(FYI [Not about quantity, not about quality.... ] was the original title...)
I was definitely not made for blogging... xD can you tell? I post really often, and well it's not about quantity... right? It's not about quality either.... but... hey! I get b- for effort... xD
So... life has been a bit crappy at the moment, nothing mayor. Well, not nothing mayor, but nothing I'm not used to. And I don't know if that is right. Don't get me wrong, my life is pretty fantastic. I'm healthy (just don't make me run/go up many stairs), I have an amazing family, food on my plate every day, great friends, all my limbs, and more matherial things than most people in the world. And it sound horrible, but that is what keeps me going, what keeps me from breaking down. (It doesn't sound horrible now... but...)
Last night I saw an ad in the tv. I'm one of those weird cases of people who "watch the tv". By this I mean, I don't really watch the series/cartoons/news/whatever, I stare at the tv, I rearly ever pay attention to it. I spend my time daydreaming. It pretty much goes like this; I turn on the tv, I try to find something that is, not entertaining, but, not boring(?); then I watch in the tv for about 5 min, and then pretend to watch it for 10 min. and then turn it off. But yesterday, it took me forever to find a pseudo-entertaining program, during my channel surfing and ad caught my attention, don't really remember what it was about. I staid on that channel for a while and then this ad (the one mention in the first sentence in this paragraph) came up. There was a montage of a poor family, and this female voice (who was supposed to be the mother shown in the pictures, but by her language and voice tone it was obvious it wasn't[how stupid do the people who do the ads think we are? they do that all the time, do they really think we don't notice?!?]) and she said something in the lines of "I hope we can get something to eat TODAY, tomorrow? don't even ask me. I just hate that all I can give them (her two daughters 7ish and 3ish) sometimes is a piece of bread for both." much better said, longer, and well just better. It made me cry. Pouring, really.
It made me fell stupid, because I'm worrying about really silly things. This people worry about how they will survive another day. I worry about why someone doesn't speak to me anymore, or why someone had to go. What the hell is wrong with me!?
Another somewhat related story... just... for.. fun...(?)
About six months ago I went to the capital with mi uncle (who if you must now, is one of the closest persons in my life, more like a best friend than an uncle), went there to go buy something don't remember what (it was a present for someone if I recall correctly), and on our way back we got stuck in traffic, we moved a meter per hour (not really but it seamed that way at the time).
He is one of those persons who (unlike myself (believe or not)) doesn't like silence.
So we ended up talking about the weather, the news, the light, the man with the donkey that used to pass by our house and didn't pass no more, why wearing glasses was jokes, why it wasn't, and then, I don't know how it came up but, we started to speak about Bill Gates. (I'm a mac user by the way, and I don't hate windows, even if I like to make people believe I do, which I really don't.

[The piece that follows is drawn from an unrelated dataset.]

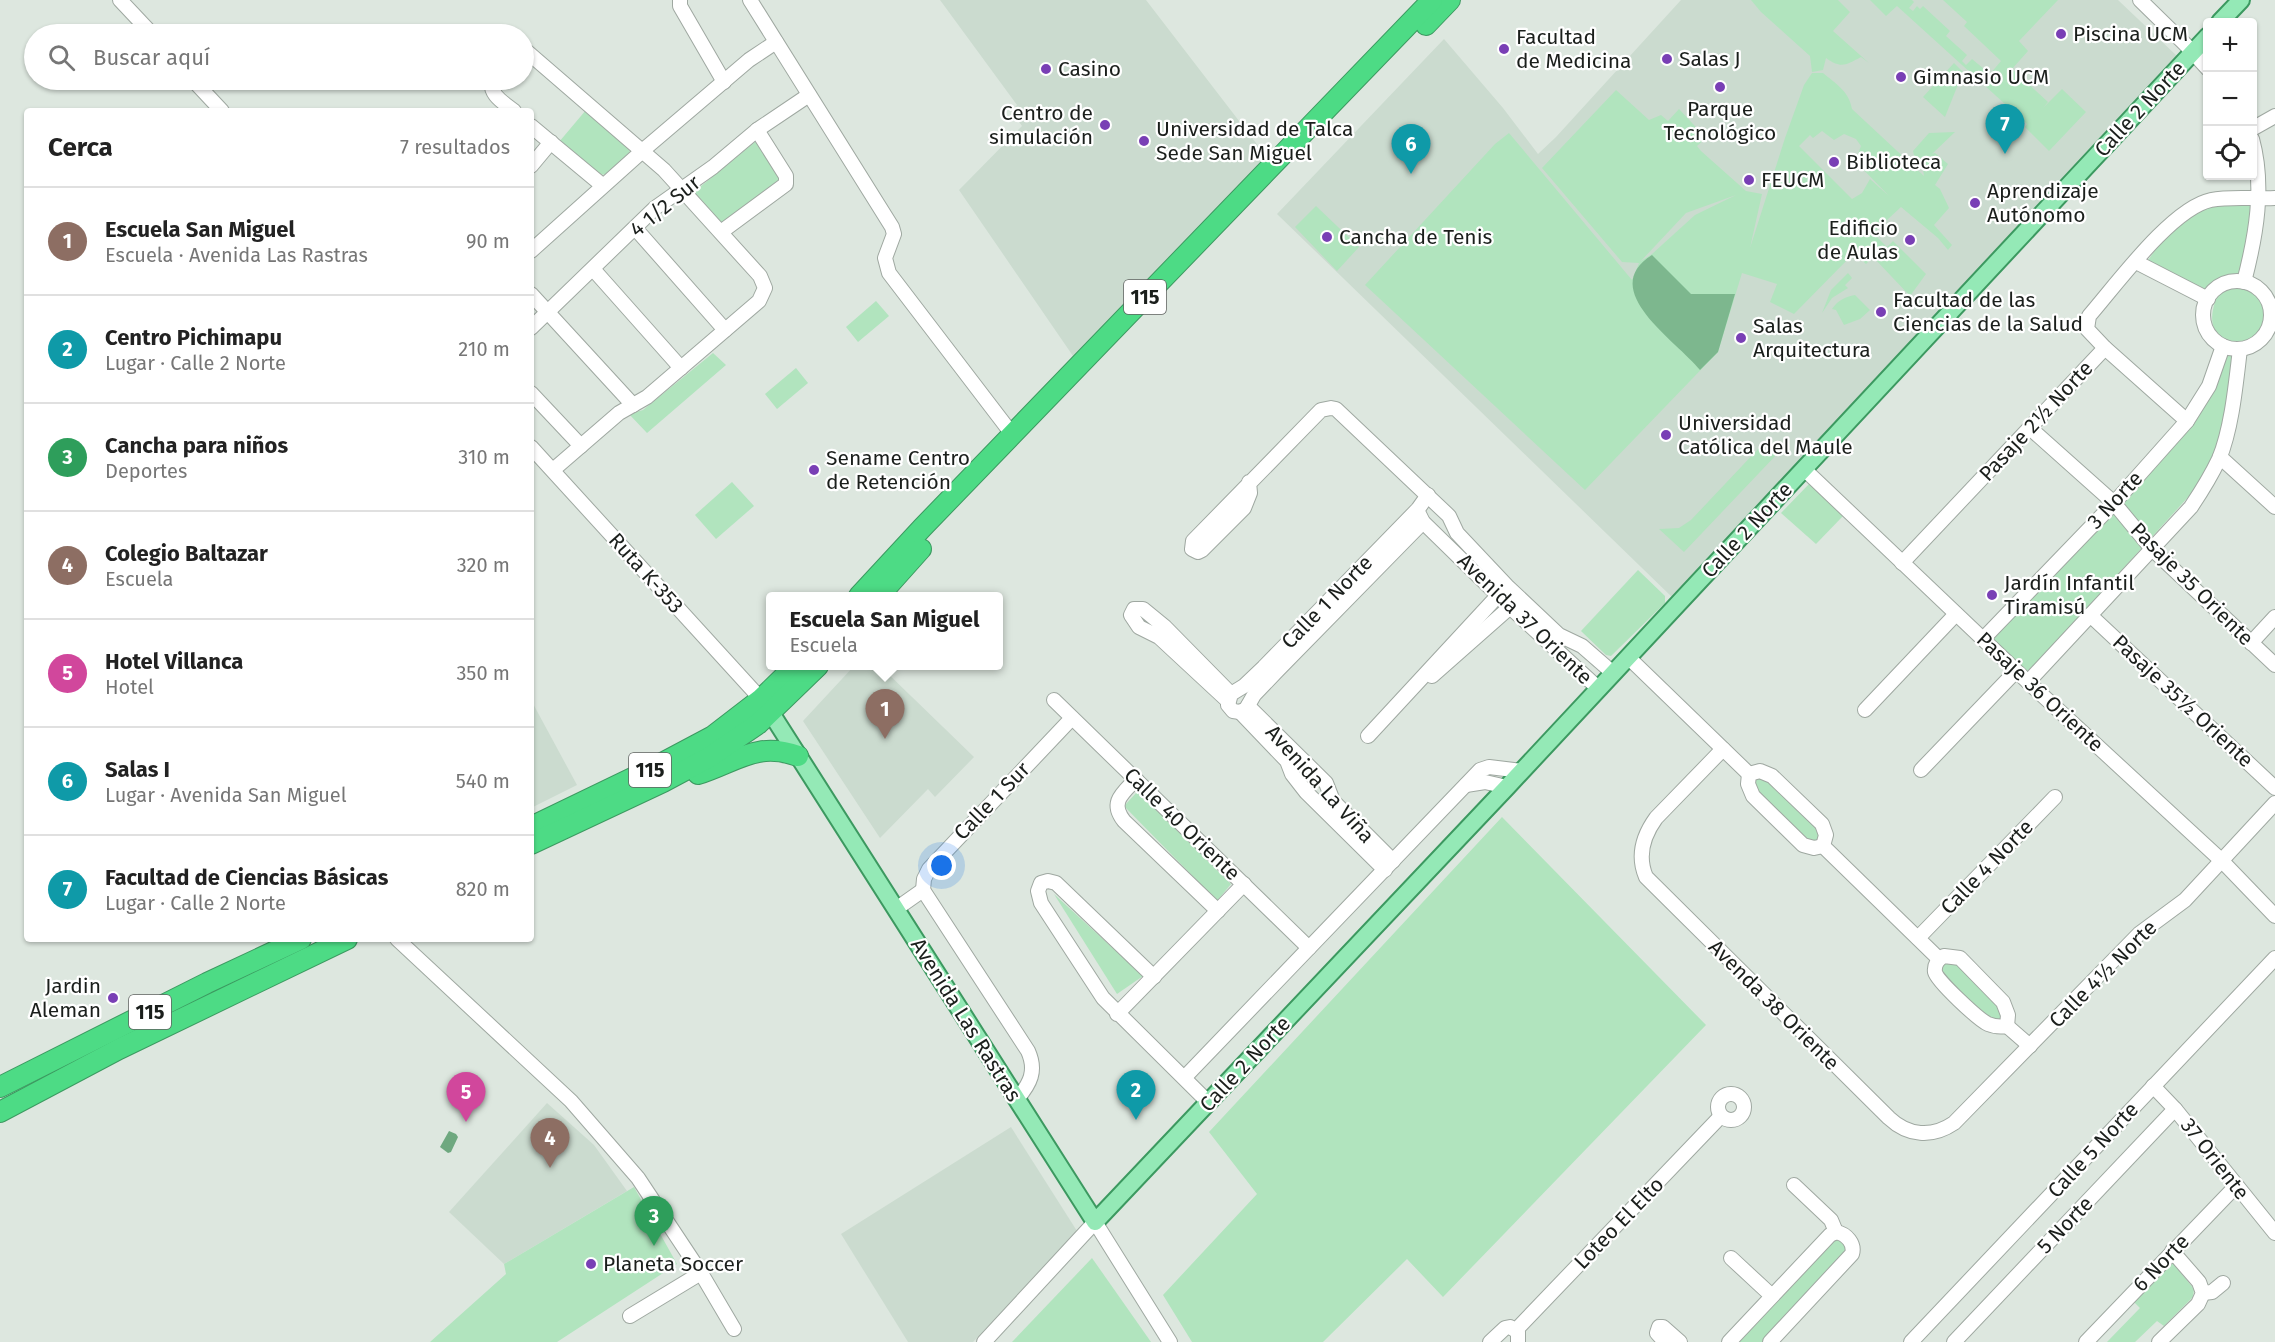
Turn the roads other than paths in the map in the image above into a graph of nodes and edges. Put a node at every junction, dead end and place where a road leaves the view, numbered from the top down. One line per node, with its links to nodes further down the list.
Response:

I care little about the matter.) And somehow the fact that Slim (Carlos Slim) had been recently (not really) named the richest man alive by forbes magazine.
He appeared to be content with the situation (He said something in the lines of “So, isn’t it good that Slim is over Gates.”). Thing that disturbed me deeply. So I asked him to elaborate. He said that it was a great honor that the riches man alive was a fellow mexican. And then I exploded. It is very hard for me to understand how can a country so pour have the richest man alive. It’s very disturbing. He said well he helps some charity organizations. Okay... does he give half of his monthly income to charity? I don’t think so! I don’t understand how he can sleep at night. Why does he need all the money he’s got? No offense but I doubt he will live for long. And he’s family is provably already covered for the next fifty years. I buy an iPod and feel like hell because it’s a waste of money, and this guy arg! It just made me extremely upset. I got so upset I got moist eyes, and then, I started swobbing, and he just tried to comfort me. But it’s something that is constantly on my mind.
I sometimes have trouble sleeping if I bought an unnecessary thing that day. Or if I spent too much money in something that I could have bought cheaper. Maybe it’s just me... maybe I’m insane or something.
Ok.. that was a bit pointless, and unnecessary. Thank god no one reads this! sorry for all the mmm... lack of vocabulary and eloquence, but I’m really sleepy but I needed to get some stuff out of my chest (and that’s just the tip of the iceberg).
A bit of ranting anyone? If you read all of it, you are amazing. I’m sorry if I made you waste about 5 minutes of your time.
Mmmm... fell like I’m forgetting something.... guess it’s not important n.n
Sooo tired!
side note; I love how I open a parenthesis to (acording to myself) just say something quick about the matter but not as important and the I just want to explore that subject.